Breadcrumbs

Homelessness charity refuses donation from fitness club over pole dancing exercises

By Ian Griggs, Third Sector Online, 11 December 2012

Soul-Pole fitness club calendar

Soul-Pole fitness club calendar

Aberdeen Cyrenians declines proceeds raised from the sale of a calendar featuring images of fully clothed students using the pole

The homelessness charity Aberdeen Cyrenians has turned down the proceeds of a calendar sale from a fitness club because its members use pole dancing to exercise.

Sian Young, who runs the Soul-Pole fitness club in Aberdeen, put a calendar together featuring images of her students as a charity fundraising exercise.

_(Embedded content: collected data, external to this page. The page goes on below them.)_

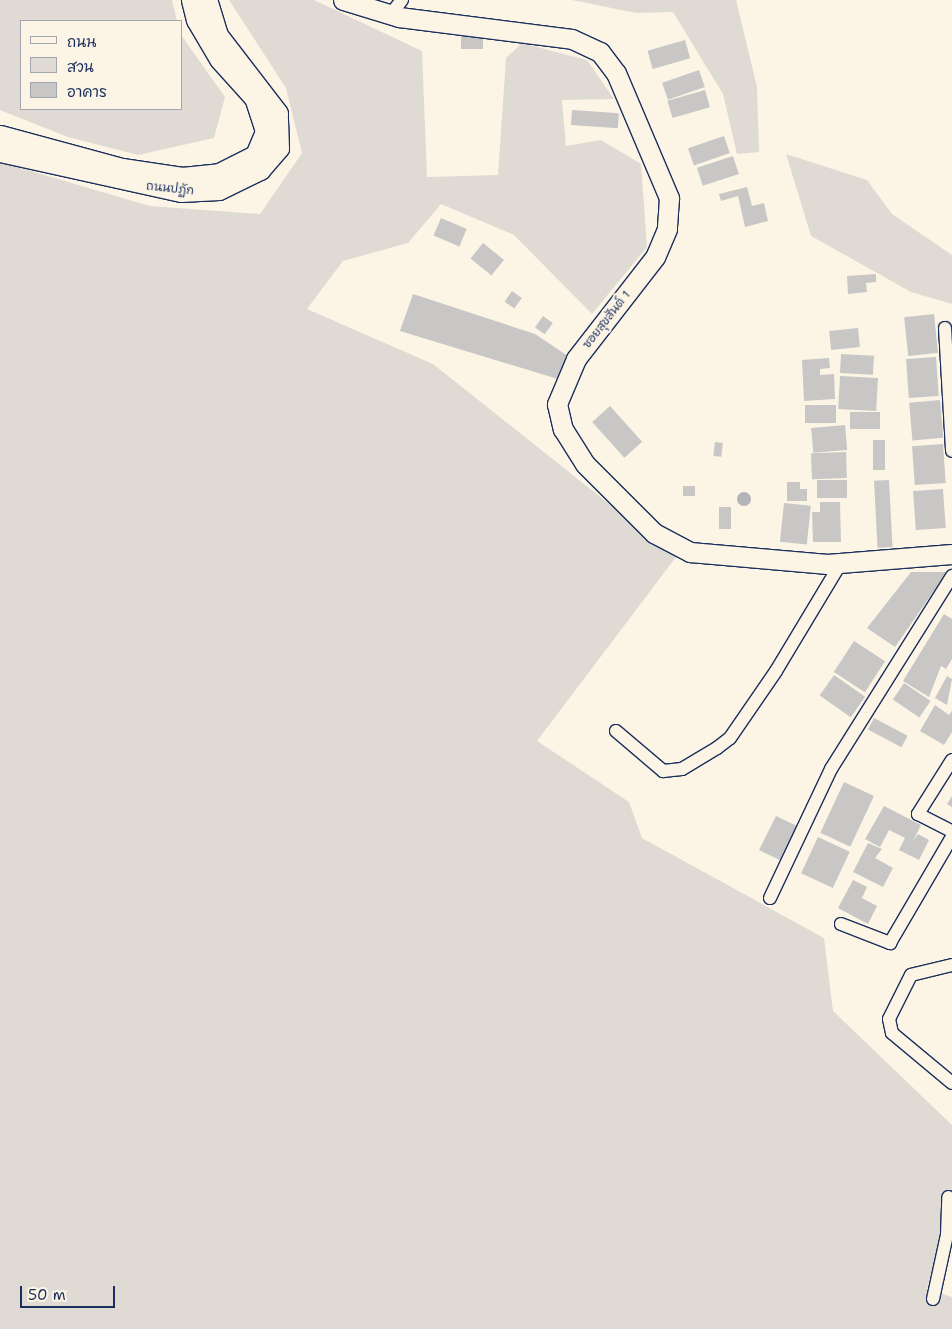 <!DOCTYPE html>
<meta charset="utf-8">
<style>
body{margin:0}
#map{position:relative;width:952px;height:1329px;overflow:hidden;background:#fcf5e5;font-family:"Shantell Sans","Playpen Sans Thai",sans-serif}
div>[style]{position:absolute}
.green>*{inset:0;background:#dfdbd4}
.water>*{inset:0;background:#b2b4b8}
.round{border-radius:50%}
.building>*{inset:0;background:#c8c7c6;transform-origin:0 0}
.roads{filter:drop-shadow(1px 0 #1b2f5e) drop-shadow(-1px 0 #1b2f5e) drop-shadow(0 1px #1b2f5e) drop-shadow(0 -1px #1b2f5e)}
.street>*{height:12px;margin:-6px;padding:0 6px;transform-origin:6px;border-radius:6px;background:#fcf5e5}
.secondary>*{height:19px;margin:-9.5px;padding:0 9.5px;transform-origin:9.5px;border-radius:9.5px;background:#fcf5e5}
span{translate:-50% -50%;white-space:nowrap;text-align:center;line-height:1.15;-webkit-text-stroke:4.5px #fcf5e5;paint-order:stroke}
.street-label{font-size:12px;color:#1b2f5e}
.legend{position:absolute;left:20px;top:20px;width:162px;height:90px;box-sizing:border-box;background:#fcf5e5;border:1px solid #a2a6af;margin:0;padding:6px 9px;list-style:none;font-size:15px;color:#1b2f5e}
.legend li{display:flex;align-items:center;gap:10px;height:25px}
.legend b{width:25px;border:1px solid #a2a6af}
.scale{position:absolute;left:20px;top:1286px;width:95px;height:22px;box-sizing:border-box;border:2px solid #1b2f5e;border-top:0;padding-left:6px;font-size:15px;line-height:18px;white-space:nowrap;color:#1b2f5e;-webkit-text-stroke:4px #fcf5e5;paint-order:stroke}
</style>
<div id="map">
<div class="green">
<div style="clip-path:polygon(0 0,172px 0,177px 21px,21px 21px,21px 109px,181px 109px,181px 35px,225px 97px,214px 138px,138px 155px,68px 137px,0 110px)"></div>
<div style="clip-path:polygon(229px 0,314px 0,422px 51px,427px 177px,498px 175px,506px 58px,522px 43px,587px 60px,614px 99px,562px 100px,566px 146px,601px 140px,641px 164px,647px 247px,592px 314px,514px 235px,441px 204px,408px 243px,343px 261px,307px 309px,433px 364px,676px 557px,537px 741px,629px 802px,642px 838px,824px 938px,833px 1011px,952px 1125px,952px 1197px,927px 1289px,952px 1297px,952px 1329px,0 1329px,0 162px,150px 206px,260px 214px,302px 153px,286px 88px)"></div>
<div style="clip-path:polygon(572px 0,736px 0,757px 87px,759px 152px,737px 154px,723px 94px,673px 12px,636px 13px)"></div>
<div style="clip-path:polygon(786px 154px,867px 180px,892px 214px,952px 255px,952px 304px,911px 292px,811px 236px)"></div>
</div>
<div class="water">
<div class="round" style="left:737px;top:492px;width:14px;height:14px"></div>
</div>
<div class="building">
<div style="left:461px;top:36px;width:22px;height:13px"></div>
<div style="left:685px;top:40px;width:19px;height:39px;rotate:74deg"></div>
<div style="left:699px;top:70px;width:18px;height:39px;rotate:71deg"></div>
<div style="left:705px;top:90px;width:18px;height:39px;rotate:74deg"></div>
<div style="left:572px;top:110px;width:47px;height:15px;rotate:4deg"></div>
<div style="left:724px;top:136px;width:18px;height:38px;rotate:71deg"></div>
<div style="left:733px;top:156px;width:19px;height:38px;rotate:72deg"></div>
<div style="clip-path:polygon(747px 187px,752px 206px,764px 203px,768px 221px,745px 227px,738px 196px,721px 201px,719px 194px)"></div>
<div style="left:441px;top:218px;width:28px;height:19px;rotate:23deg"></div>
<div style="left:483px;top:243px;width:27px;height:20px;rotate:39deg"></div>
<div style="clip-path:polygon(876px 274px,876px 282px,866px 283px,867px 292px,848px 294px,847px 276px)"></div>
<div style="left:512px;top:291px;width:12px;height:13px;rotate:35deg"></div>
<div style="clip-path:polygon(413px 294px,535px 334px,568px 356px,561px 380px,400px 331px)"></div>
<div style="left:934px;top:314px;width:39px;height:30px;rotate:84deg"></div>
<div style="left:543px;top:316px;width:12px;height:14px;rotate:35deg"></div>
<div style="left:858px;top:328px;width:19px;height:29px;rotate:84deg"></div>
<div style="left:841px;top:354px;width:33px;height:19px;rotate:3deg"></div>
<div style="left:936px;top:357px;width:39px;height:30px;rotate:86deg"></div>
<div style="clip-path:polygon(829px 358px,830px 368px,820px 369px,820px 375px,834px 374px,835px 399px,804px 401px,802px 360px)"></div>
<div style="left:840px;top:376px;width:38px;height:33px;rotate:3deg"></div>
<div style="left:940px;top:400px;width:38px;height:31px;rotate:85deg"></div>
<div style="left:836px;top:405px;width:18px;height:31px;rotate:90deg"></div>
<div style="left:610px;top:406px;width:48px;height:24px;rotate:48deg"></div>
<div style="left:880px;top:412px;width:17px;height:30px;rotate:90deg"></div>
<div style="left:845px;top:425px;width:25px;height:34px;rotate:85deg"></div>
<div style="left:873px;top:440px;width:12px;height:30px"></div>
<div style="left:715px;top:442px;width:8px;height:14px;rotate:7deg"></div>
<div style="left:943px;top:444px;width:39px;height:31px;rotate:86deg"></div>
<div style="left:846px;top:452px;width:26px;height:35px;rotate:88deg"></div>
<div style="left:817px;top:480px;width:30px;height:18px"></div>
<div style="left:889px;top:480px;width:67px;height:15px;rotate:87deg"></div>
<div style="clip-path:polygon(787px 482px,800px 482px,800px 489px,807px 489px,807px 501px,787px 501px)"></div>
<div style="left:683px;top:486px;width:12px;height:10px"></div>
<div style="left:943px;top:489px;width:39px;height:30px;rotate:86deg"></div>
<div style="clip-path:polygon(820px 502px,840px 502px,841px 542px,813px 542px,812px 512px,820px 512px)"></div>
<div style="left:784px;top:503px;width:27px;height:39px;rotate:6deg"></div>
<div style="left:719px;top:507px;width:12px;height:22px"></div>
<div style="clip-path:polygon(911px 572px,947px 572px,895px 647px,867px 628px)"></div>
<div style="clip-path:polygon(944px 614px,952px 619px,952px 659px,946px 669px,941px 666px,929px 697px,903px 681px)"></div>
<div style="left:854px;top:641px;width:37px;height:37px;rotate:33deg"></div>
<div style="left:834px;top:675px;width:38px;height:25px;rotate:35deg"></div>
<div style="clip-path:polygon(947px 676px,952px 679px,947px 705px,935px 698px)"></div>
<div style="left:904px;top:683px;width:32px;height:20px;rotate:34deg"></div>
<div style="clip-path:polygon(935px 705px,949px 715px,952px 711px,952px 732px,944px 745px,920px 731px)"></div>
<div style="left:874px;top:718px;width:38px;height:13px;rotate:28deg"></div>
<div style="left:844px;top:782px;width:33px;height:56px;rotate:25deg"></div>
<div style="clip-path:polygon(952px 796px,952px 807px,947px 804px)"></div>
<div style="clip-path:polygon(884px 806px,921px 825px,913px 841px,918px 834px,929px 840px,919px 860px,899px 850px,905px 838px,889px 830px,880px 847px,865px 839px)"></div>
<div style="clip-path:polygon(776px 816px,797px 826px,784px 862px,759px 850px)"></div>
<div style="left:818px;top:837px;width:35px;height:40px;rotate:25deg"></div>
<div style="clip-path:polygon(868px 843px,882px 849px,875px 858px,893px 868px,883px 887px,853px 872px)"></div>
<div style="clip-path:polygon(853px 880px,867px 887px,862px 898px,877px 906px,868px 924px,838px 908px)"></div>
</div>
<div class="roads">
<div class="street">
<div style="left:391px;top:14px;width:18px;rotate:-52deg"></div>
<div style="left:945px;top:328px;width:123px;rotate:86.7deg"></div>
<div style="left:616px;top:731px;width:62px;rotate:40.4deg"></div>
<div style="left:663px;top:771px;width:19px;rotate:-6deg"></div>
<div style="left:682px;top:769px;width:41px;rotate:-31deg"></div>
<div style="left:717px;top:748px;width:16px;rotate:-38deg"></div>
<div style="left:730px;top:738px;width:81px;rotate:-55.5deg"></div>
<div style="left:776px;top:671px;width:126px;rotate:-59deg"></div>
<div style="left:952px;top:760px;width:64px;rotate:122.2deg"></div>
<div style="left:918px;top:814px;width:38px;rotate:27deg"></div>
<div style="left:770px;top:898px;width:143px;rotate:-64.7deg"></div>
<div style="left:831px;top:769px;width:228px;rotate:-57.9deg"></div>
<div style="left:841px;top:924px;width:53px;rotate:21.2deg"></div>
<div style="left:890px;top:943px;width:123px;rotate:-59.7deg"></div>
<div style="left:952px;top:965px;width:42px;rotate:166.3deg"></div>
<div style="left:911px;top:975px;width:49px;rotate:116.6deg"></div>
<div style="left:889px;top:1019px;width:14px;rotate:78deg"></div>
<div style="left:892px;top:1033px;width:78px;rotate:39.8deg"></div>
<div style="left:933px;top:1299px;width:66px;rotate:-77.7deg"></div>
<div style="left:947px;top:1235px;width:38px;rotate:-88deg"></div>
</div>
<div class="secondary">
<div style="left:343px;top:0;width:59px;rotate:16.9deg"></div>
<div style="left:399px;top:17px;width:174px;rotate:7.2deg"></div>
<div style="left:572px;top:39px;width:31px;rotate:25deg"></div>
<div style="left:600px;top:52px;width:26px;rotate:53deg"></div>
<div style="left:616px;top:73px;width:136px;rotate:67deg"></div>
<div style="left:669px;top:198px;width:31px;rotate:94deg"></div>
<div style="left:667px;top:229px;width:30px;rotate:113deg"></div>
<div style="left:655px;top:257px;width:129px;rotate:127.8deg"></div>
<div style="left:576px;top:359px;width:49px;rotate:112.9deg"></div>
<div style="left:557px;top:404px;width:26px;rotate:77deg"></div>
<div style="left:563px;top:429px;width:41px;rotate:57.8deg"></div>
<div style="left:585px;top:464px;width:98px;rotate:45deg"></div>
<div style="left:654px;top:533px;width:41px;rotate:27.8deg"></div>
<div style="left:690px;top:552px;width:138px;rotate:5deg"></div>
<div style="left:827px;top:564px;width:125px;rotate:-4.6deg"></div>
<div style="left:0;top:135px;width:126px;rotate:15.1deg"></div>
<div style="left:122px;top:168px;width:61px;rotate:8.5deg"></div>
<div style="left:182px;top:177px;width:37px;rotate:-6deg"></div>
<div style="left:219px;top:173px;width:40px;rotate:-26.6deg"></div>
<div style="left:255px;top:155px;width:26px;rotate:-67deg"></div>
<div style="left:265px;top:131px;width:35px;rotate:-108deg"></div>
<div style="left:254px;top:98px;width:52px;rotate:-131.9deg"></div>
<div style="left:219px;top:59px;width:45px;rotate:-120.5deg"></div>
<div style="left:196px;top:20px;width:21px;rotate:-104deg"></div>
<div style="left:0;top:152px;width:185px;rotate:12.5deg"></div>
<div style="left:181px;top:192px;width:38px;rotate:-3deg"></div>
<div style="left:219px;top:190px;width:46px;rotate:-26deg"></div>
<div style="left:260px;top:170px;width:29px;rotate:-49deg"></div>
<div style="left:279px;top:148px;width:35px;rotate:-92deg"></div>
<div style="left:278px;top:113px;width:98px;rotate:-127.6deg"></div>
<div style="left:218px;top:35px;width:37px;rotate:-107deg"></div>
</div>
</div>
<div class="street-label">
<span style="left:170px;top:189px;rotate:6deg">ถนนปฏัก</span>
<span style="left:607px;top:320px;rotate:-52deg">ซอยสุขสันต์ 1</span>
</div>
<ul class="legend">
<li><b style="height:6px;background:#fcf5e5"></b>ถนน</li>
<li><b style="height:14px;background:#dfdbd4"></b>สวน</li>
<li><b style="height:14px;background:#c8c7c6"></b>อาคาร</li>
</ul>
<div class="scale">50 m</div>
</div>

The theme of the calendar is movie scenes and features pictures of fully clothed women using the pole while mocking up images from films such as Kill Bill and The Matrix.

One student suggested that Young, who spent seven years homeless as a teenager, donate the money to Aberdeen Cyrenians, which gives shelter to homeless people. Last year's sales of the calendar exceeded £1,000 and a similar sum was expected this year.

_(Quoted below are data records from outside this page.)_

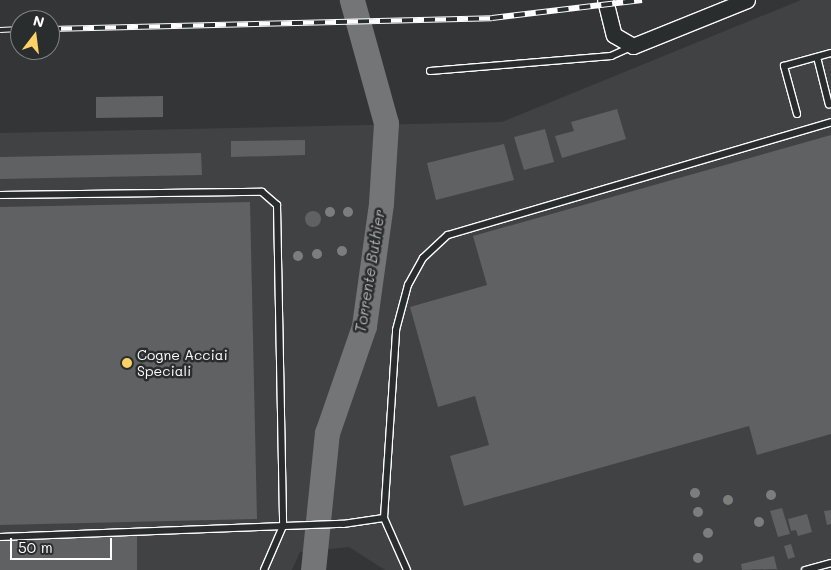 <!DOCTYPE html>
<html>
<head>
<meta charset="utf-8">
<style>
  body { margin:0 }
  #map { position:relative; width:831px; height:570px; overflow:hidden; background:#333536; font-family:Mali,sans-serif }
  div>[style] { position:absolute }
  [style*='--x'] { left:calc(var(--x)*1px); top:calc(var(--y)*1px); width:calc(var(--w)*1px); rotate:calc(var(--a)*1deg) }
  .built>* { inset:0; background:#404243 }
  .river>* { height:25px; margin:-12.5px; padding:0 12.5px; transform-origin:12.5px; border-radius:12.5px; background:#737576 }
  .building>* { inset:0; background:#5f6162 }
  .round { border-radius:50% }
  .roads { filter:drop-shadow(1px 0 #fff) drop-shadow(-1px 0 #fff) drop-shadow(0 1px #fff) drop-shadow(0 -1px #fff) }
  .service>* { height:6px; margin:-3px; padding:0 3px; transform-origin:3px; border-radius:3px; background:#2a2d2e }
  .tertiary>* { height:15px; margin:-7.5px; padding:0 7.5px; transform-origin:7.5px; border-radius:7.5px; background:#2a2d2e }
  .rail>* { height:5.5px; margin-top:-2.75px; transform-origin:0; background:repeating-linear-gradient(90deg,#2a2d2e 0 11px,#fff 0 22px); box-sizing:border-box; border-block:1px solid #fff }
  .trees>* { width:10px; height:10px; margin:-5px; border-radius:50%; background:#7c7e7e }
  .dots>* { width:14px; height:14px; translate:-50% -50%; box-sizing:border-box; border:2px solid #2a2d2e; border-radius:50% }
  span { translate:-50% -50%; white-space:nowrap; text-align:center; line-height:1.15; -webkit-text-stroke:5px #2a2d2e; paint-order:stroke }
  .poi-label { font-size:14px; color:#fff }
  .left { translate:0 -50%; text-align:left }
  .water-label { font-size:15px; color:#b2b3b4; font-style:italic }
  .north { position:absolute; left:10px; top:10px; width:50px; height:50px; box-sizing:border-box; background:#2a2d2e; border:1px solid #7f8182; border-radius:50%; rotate:15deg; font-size:14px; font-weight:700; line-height:20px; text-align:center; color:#fff }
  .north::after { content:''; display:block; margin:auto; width:18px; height:22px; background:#ffd166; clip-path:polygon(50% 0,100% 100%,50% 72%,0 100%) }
  .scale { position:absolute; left:10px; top:538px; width:102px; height:22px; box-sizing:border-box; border:2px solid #fff; border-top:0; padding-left:6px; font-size:15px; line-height:18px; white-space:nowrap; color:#fff; -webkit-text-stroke:4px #2a2d2e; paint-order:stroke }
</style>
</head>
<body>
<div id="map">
  <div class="built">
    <i style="clip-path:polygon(801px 0,831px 0,831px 570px,385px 570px,349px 547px,300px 552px,292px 570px,0 570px,0 133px,502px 122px)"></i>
  </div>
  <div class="river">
    <i style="--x:313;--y:570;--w:138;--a:-84.2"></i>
    <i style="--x:327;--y:433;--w:113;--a:-70.9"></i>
    <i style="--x:364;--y:326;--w:124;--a:-82.1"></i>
    <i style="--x:381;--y:203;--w:80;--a:-86.4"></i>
    <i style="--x:386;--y:123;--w:128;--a:-105.5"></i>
  </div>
  <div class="building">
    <i style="clip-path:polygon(163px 96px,163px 117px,96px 118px,96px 97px)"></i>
    <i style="clip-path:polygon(617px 109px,626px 139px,562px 158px,555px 136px,574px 131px,571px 122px)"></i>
    <i style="clip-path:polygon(545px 129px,554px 162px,524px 170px,514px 137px)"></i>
    <i style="clip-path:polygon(831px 135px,831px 434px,757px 455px,749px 426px,464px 506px,450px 456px,489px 445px,475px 396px,438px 407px,410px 307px,487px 285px,473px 236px)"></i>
    <i style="clip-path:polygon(305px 140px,305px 155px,231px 157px,231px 141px)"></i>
    <i style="clip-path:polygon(504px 144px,514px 180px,436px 200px,427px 163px)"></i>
    <i style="clip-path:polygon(201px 153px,202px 175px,0 179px,0 157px)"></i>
    <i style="clip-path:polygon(250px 202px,257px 519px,0 525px,0 207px)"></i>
    <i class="round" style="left:305px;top:211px;width:16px;height:16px"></i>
    <i style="clip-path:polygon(782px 508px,790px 534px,778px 537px,770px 511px)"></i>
    <i style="clip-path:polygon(831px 510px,831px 524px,827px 525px,824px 511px)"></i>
    <i style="clip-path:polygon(807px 514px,812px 532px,798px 536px,796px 530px,791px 531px,788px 519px)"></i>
    <i style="clip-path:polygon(137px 535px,137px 570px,0 570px,0 539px)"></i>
    <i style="clip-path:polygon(791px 544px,795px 557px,788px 559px,784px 546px)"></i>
    <i style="clip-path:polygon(774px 556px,777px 569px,742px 570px,741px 564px)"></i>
  </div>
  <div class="roads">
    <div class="service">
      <i style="--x:817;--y:57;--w:49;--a:76"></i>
      <i style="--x:430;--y:71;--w:182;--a:-4.7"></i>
      <i style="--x:611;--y:56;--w:22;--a:-24"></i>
      <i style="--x:797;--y:114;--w:50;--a:-105.2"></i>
      <i style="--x:784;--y:66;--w:49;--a:-15.5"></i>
      <i style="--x:0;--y:195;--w:262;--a:-0.7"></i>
      <i style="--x:262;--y:192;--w:20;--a:41"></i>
      <i style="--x:277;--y:205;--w:321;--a:88.9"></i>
      <i style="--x:283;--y:526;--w:48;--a:113.4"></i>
      <i style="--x:384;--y:518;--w:57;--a:66.1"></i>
      <i style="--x:0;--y:537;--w:343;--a:-2.2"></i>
      <i style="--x:343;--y:524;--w:41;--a:-8.3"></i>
      <i style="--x:384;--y:518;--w:188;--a:-86.3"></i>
      <i style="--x:396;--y:330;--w:47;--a:-75.1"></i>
      <i style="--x:408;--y:285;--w:31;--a:-61"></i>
      <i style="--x:423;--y:258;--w:34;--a:-43"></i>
      <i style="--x:448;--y:235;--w:399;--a:-16.4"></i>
      <i style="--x:805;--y:570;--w:27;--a:-15"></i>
    </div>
    <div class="tertiary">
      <i style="--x:605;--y:0;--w:36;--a:76"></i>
      <i style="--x:614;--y:35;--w:22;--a:30"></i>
      <i style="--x:633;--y:46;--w:123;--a:-22"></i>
    </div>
  </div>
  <div class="rail">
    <i style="--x:50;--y:29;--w:442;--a:-1.4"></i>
    <i style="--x:492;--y:18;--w:151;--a:-6.8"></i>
    <i style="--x:0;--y:30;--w:20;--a:-3"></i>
  </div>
  <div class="trees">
    <i style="left:330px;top:212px"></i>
    <i style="left:348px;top:212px"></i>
    <i style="left:342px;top:251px"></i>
    <i style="left:317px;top:254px"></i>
    <i style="left:298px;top:256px"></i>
    <i style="left:695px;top:493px"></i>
    <i style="left:771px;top:495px"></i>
    <i style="left:728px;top:500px"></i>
    <i style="left:698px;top:512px"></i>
    <i style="left:759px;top:522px"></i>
    <i style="left:708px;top:533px"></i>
    <i style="left:698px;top:558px"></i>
  </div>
  <div class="dots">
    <i style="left:127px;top:363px;background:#ffd166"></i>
  </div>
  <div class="poi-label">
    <span class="left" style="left:137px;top:363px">Cogne Acciai<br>Speciali</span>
  </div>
  <div class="water-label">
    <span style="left:370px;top:271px;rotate:-81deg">Torrente Buthier</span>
  </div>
  <div class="north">N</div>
  <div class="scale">50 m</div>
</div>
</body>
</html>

Young said she had a meeting with the charity in October when she discussed her plans and believed everything was on track.

"Everything went quiet for a while and then I got a call from the charity’s boss to say he didn’t think it was the right donation," said Young.

Young was mystified at the charity’s decision because the women who use her fitness classes do so wearing shorts and T-shirts.

"If we wear shorts and T-shirts to exercise, does that make us slappers?" said Young. "This is purely about fitness and self-esteem for women and no men are allowed in.

She said the people who run the charity must be confusing what her organisation does with clubs that have naked pole dancing.

Scott Baxter, chief executive of Aberdeen Cyrenians, said he had not seen the calendar.

"We declined the donation because of the tenuous link in relation to the images in the calendar and the work we do with women, some of whom have been involved in the commercial sex industry," he said. "It’s a perception issue. It’s always difficult to turn down a donation and we don’t do it lightly, but I think some of the people we support would agree with the decision."